Gaussian model with variance switching
We will assume that observations \(\{y_1,\ldots,y_n\}\) are conditionally independent given a hidden binary state variable \(\{s_1,\ldots,s_n\}\) as follows: \[
y_t|\sigma_1^2,\sigma_2^2,s_t \sim N(0,\sigma_t^2)
\] where \[
\sigma_t^2 = \sigma_1^2(1-s_t)+\sigma_2^2s_t,
\] more explicitly, \[
\sigma_t^2= \left\{
\begin{array}{ll}
\sigma_1^2 & s_t=0\\
\sigma_2^2 & s_t=1
\end{array}
\right.
\] Finally, the binary latent state \(s_t\) depends on the previous latent states \(s_1,\ldots,s_{t-1}\) only via the most recent one, i.e. \(s_{t-1}\), according to a first order Markov chain: \[
s_t|s_{t-1},\xi,\pi \sim \left\{
\begin{array}{ll}
Ber(1-\xi) & s_{t-1}=0\\
Ber(\pi) & s_{t-1}=1
\end{array}
\right..
\] For now, we will assume that \(\sigma_1^2\), \(\sigma_2^2\), \(\xi\) and \(\pi\) are all known.
Simulating the dataset
Let us simulated \(n=800\) observations with parameters \((\sigma_1^2,\sigma_2^2)=(1,4)\), \((\pi,\xi)=(0.99,0.99)\) and \(s_1 \sim Ber(0.5)\).
set.seed(3452345)
n = 800
sig12 = 1
sig22 = 4
pi = 0.99
xi = 0.99
S = rep(0,n)
S[1] = rbinom(1,1,0.5)
for (t in 2:n)
S[t] = rbinom(1,1,pi*S[t-1]+(1-xi)*(1-S[t-1]))

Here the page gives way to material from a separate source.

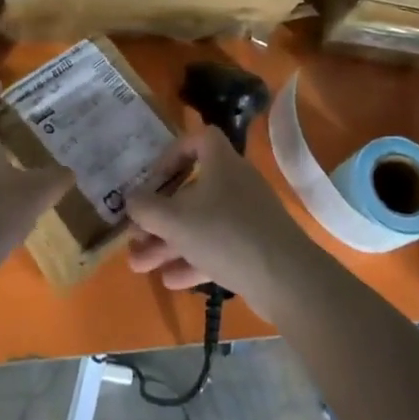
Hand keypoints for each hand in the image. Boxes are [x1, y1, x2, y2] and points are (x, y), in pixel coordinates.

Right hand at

y = rnorm(n,0,sqrt(sig12*(1-S)+sig22*S))
xi.true = xi
pi.true = pi
sig12.true = sig12
sig22.true = sig22
Let us take a look at the time series of \(s_t\) and \(y_t\).
par(mfrow=c(2,1))
plot(S,xlab="Time",ylab="S(t)",pch=16)
plot(y,xlab="Time",ylab="y(t)",pch=16)
Forward and backward probabilities
A common inferential goal, it is to use the data \(y_1,\ldots,y_n\) to compute the following (online or filtered) marginal probabilities: \[
\pi_t = Pr(s_t=1|y_{1:t}) \ \ \ \mbox{and} \ \ \ {\tilde \pi}_t = Pr(s_t=1|y_{1:n}).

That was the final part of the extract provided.